Open lhoangan opened 7 years ago

lhoangan commented 7 years ago

I'm not sure if this is considered an issue. I am raising up here after quite some time struggling (and googling) with a hope to get some discussion (if it is a right place, otherwise my apology) or help someone who is struggling like me.

With a dataset of n+1 labels (n classes with 1 unknown ignored label), if the unknown label is the last label (like the case of CamVid, n = 11 classes (from 0 to 10) + unknown label 11), we'll set num_output: n and ignore_label : n (like the example at https://github.com/alexgkendall/SegNet-Tutorial/blob/master/Models/segnet_train.prototxt#L1523)

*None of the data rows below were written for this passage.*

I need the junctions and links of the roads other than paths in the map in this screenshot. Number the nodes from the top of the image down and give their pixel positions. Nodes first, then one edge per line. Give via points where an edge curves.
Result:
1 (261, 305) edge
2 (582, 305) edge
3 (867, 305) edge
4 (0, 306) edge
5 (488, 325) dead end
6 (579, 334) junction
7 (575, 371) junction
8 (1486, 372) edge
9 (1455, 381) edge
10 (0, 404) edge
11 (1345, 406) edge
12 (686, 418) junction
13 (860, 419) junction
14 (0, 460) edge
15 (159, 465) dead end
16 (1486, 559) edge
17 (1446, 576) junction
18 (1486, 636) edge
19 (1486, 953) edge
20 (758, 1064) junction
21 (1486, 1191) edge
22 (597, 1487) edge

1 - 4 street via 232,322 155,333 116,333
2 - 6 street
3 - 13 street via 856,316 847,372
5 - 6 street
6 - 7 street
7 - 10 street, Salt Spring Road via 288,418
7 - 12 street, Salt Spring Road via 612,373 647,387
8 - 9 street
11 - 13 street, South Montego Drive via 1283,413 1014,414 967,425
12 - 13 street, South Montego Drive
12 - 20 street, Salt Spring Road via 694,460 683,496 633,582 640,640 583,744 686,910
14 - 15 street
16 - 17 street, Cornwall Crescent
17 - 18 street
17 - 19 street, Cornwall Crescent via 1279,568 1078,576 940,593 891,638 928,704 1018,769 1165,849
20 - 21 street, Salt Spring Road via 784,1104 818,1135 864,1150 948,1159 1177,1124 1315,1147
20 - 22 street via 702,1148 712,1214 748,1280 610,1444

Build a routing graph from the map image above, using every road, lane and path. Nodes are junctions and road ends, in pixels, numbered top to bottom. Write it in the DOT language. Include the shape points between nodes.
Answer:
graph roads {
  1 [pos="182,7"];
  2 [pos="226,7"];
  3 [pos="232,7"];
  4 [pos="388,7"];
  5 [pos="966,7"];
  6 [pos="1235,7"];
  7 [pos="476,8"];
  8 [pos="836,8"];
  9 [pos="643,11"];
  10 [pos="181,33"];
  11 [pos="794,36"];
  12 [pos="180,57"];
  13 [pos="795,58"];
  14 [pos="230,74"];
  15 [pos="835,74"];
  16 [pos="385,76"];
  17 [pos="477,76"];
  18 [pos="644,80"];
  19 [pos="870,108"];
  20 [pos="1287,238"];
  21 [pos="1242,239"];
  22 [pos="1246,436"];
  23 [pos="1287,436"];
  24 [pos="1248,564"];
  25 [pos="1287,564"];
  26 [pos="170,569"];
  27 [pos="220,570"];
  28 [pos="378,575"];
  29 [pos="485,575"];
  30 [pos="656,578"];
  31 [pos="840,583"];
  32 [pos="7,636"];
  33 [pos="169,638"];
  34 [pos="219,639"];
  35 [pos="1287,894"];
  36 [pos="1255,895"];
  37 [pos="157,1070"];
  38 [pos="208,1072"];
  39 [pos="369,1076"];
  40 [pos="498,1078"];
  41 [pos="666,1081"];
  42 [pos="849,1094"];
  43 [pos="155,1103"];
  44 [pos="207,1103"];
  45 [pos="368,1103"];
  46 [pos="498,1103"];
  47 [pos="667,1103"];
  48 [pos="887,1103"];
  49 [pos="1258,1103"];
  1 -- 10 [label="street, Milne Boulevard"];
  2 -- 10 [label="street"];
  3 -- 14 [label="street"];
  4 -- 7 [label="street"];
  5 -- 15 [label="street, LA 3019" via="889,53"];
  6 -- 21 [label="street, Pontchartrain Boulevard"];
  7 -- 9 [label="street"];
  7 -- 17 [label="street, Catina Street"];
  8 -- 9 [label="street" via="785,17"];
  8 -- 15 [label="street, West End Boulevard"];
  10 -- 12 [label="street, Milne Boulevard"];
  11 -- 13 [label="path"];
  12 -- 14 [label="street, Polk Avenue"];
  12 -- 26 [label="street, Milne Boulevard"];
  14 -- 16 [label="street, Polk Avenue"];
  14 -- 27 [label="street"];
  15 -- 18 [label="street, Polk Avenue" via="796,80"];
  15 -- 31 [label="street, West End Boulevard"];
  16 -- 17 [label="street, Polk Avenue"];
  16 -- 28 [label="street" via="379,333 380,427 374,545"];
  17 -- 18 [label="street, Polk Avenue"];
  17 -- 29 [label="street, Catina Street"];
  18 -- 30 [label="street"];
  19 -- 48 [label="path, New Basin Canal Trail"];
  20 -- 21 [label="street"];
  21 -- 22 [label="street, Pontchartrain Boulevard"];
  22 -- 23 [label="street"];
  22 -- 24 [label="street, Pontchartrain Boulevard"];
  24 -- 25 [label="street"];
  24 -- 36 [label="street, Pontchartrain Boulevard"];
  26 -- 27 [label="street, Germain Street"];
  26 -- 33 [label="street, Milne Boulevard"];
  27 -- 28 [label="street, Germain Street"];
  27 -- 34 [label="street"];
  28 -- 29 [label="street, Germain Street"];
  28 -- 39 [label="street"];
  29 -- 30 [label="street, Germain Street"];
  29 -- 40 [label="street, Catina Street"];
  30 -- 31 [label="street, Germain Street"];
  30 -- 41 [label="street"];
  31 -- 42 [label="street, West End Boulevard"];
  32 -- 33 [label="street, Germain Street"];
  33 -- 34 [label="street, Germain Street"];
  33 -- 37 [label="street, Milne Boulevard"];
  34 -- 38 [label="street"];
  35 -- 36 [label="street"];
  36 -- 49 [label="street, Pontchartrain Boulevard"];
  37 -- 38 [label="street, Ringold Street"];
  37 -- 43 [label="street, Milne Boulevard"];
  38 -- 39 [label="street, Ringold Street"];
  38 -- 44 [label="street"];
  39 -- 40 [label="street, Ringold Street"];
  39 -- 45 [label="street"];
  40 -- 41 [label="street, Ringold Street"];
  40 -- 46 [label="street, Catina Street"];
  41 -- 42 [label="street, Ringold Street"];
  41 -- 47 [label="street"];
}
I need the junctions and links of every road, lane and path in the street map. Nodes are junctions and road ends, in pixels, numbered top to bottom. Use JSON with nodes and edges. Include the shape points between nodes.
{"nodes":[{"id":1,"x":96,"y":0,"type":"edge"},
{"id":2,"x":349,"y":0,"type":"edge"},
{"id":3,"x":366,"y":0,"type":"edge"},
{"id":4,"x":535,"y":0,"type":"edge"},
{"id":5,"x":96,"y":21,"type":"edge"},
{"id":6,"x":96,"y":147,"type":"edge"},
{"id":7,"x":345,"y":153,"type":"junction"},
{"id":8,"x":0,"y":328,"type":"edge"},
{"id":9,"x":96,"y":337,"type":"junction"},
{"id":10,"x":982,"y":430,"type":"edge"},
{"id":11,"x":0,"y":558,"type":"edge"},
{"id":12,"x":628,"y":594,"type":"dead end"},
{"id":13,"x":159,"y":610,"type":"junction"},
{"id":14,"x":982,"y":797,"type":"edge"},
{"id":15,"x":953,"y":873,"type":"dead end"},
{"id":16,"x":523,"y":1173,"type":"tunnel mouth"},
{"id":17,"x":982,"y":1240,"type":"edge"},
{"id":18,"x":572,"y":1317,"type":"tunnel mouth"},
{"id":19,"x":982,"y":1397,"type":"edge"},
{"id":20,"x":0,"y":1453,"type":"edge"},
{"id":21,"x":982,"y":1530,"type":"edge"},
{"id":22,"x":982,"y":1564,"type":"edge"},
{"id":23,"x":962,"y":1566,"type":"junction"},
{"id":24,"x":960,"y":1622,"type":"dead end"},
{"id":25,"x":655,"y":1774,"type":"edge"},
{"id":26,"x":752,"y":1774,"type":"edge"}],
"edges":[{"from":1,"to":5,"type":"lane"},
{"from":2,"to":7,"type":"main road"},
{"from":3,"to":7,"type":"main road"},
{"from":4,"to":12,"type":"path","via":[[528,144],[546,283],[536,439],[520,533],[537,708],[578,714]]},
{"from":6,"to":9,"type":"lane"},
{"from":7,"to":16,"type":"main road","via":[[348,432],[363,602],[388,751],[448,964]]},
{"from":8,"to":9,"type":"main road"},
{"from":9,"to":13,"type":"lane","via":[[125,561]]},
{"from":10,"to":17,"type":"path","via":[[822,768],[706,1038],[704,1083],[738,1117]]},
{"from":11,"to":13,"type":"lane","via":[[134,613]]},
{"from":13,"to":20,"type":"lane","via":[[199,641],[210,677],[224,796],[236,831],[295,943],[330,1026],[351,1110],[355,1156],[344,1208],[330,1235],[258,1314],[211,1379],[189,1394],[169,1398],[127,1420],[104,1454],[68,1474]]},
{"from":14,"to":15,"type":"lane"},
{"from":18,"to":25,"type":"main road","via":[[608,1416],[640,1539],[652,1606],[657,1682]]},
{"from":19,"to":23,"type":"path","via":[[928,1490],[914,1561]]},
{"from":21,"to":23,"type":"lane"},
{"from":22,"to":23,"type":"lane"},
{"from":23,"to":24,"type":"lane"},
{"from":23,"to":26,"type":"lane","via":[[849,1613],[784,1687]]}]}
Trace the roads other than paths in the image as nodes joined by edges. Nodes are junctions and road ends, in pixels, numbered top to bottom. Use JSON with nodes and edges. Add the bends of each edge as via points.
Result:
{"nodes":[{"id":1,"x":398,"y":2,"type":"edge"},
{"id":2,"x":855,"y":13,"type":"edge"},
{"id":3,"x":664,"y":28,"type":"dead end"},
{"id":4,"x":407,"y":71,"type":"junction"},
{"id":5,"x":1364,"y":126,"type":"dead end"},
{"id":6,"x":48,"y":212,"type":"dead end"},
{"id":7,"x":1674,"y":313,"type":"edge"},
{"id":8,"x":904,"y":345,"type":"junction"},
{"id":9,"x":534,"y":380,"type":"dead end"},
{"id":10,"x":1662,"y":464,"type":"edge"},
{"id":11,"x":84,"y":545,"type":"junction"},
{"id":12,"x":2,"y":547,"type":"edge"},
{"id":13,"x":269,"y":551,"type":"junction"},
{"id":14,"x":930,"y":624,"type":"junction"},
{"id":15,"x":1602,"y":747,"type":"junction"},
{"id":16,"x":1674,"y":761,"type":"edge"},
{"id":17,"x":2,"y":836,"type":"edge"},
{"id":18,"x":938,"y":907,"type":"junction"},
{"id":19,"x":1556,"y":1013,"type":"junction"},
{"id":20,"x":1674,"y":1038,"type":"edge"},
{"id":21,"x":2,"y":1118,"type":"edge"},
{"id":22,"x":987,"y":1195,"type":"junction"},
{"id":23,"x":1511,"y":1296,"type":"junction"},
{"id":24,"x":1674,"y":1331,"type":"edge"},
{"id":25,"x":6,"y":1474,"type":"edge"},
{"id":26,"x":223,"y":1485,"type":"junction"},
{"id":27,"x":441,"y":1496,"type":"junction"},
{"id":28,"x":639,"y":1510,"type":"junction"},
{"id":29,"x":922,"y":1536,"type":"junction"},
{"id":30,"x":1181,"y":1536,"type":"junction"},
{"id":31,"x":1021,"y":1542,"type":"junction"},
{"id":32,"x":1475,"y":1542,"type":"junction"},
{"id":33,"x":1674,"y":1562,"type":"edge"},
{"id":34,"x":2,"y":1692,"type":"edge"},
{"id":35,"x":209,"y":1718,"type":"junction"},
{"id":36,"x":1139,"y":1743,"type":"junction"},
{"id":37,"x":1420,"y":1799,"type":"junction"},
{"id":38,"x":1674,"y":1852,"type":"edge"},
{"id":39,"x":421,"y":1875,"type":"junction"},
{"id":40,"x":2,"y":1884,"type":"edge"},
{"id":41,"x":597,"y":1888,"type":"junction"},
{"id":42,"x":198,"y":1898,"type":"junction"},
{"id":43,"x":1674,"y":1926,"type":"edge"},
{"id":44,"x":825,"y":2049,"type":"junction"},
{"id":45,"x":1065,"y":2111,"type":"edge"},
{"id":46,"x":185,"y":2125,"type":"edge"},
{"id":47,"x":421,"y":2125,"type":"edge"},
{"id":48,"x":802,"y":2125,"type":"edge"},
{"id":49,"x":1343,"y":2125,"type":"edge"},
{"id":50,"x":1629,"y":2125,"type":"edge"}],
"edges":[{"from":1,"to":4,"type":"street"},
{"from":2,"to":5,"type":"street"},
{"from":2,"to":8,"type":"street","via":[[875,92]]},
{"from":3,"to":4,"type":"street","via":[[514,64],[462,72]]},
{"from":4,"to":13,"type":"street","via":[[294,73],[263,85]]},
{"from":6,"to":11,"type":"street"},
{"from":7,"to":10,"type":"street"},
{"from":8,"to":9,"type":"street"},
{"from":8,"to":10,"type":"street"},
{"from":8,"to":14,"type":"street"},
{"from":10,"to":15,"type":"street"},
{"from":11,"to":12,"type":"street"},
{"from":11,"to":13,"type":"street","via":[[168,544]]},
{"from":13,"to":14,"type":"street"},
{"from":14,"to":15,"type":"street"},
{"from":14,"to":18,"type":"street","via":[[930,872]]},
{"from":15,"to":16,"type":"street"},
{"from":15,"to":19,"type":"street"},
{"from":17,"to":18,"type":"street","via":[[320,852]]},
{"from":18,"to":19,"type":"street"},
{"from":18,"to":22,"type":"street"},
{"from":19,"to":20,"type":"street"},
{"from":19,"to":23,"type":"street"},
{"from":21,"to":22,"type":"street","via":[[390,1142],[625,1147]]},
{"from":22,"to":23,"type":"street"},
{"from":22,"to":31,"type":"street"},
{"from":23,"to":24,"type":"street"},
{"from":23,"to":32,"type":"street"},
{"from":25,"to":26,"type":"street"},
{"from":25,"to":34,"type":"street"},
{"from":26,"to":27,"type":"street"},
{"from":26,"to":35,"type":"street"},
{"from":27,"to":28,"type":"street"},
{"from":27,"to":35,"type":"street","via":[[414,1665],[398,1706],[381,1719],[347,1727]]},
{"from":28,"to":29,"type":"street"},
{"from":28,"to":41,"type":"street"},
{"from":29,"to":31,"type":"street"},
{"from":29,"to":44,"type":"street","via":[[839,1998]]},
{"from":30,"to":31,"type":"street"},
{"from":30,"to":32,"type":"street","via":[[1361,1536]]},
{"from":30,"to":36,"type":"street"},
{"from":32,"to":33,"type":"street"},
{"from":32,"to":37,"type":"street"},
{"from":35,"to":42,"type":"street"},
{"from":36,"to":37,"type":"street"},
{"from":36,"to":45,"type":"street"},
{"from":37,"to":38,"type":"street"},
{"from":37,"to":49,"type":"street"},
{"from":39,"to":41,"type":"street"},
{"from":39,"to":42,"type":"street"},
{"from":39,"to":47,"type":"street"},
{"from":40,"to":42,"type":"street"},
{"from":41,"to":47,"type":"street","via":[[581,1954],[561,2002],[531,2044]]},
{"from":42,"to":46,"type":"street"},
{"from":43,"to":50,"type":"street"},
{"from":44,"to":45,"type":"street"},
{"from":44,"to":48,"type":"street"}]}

If the unknown label is set to 0 (like the case of SUN, unknown label 0 + 37 classes (from 1 to 37)), we'll set num_output: n+1 and ignore_label: 0 (like the example at https://github.com/alexgkendall/SegNet-Tutorial/blob/master/Example_Models/train_segnet_sun.prototxt#L1603). And depending on the num_output, we'll have to supply the corresponding number of class_weighting, i.e. n+1 lines. If the num_output is only n it'll bounce back some errors like Check failed: status == CUBLAS_STATUS_SUCCESS (11 vs. 0) CUBLAS_STATUS_MAPPING_ERROR

I'm not sure if it is a correct 'instruction', but this is what's been working so far to me. I am also not sure about the behavior of the net in the second case, more discussions are welcome

ArunJ1 commented 5 years ago

Some experts pls comment